Volume 6 Issue 1
Jan.  2019

IEEE/CAA Journal of Automatica Sinica

Dimitri P. Bertsekas, "Feature-Based Aggregation and Deep Reinforcement Learning: A Survey and Some New Implementations," IEEE/CAA J. Autom. Sinica, vol. 6, no. 1, pp. 1-31, Jan. 2019.
Feature-Based Aggregation and Deep Reinforcement Learning: A Survey and Some New Implementations

doi: 10.1109/JAS.2018.7511249
  • In this paper we discuss policy iteration methods for approximate solution of a finite-state discounted Markov decision problem, with a focus on feature-based aggregation methods and their connection with deep reinforcement learning schemes. We introduce features of the states of the original problem, and we formulate a smaller "aggregate" Markov decision problem, whose states relate to the features.

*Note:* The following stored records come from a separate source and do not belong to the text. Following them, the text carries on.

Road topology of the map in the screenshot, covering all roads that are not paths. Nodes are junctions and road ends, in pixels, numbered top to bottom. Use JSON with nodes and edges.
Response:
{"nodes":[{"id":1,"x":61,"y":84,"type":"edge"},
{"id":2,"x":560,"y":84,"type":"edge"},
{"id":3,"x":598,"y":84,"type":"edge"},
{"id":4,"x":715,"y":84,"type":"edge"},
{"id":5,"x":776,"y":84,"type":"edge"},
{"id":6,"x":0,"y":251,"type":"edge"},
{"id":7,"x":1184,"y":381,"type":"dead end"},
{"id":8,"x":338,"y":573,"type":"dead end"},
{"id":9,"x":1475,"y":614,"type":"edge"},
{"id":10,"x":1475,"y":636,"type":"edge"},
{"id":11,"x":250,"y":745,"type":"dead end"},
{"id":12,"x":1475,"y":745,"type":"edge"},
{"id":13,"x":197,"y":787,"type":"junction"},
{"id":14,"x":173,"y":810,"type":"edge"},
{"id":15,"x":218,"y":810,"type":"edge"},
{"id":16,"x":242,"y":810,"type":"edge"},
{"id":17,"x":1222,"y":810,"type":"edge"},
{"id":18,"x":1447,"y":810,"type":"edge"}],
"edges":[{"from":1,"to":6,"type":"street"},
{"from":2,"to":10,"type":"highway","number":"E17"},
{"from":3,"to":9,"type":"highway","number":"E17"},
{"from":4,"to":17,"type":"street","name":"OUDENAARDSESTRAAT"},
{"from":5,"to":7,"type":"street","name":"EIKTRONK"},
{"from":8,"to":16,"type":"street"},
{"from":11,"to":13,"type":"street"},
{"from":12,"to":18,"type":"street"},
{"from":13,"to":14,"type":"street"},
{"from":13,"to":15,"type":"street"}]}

We discuss properties and possible implementations of this type of aggregation, including a new approach to approximate policy iteration. In this approach the policy improvement operation combines feature-based aggregation with feature construction using deep neural networks or other calculations. We argue that the cost function of a policy may be approximated much more accurately by the nonlinear function of the features provided by aggregation, than by the linear function of the features provided by neural networkbased reinforcement learning, thereby potentially leading to more effective policy improvement.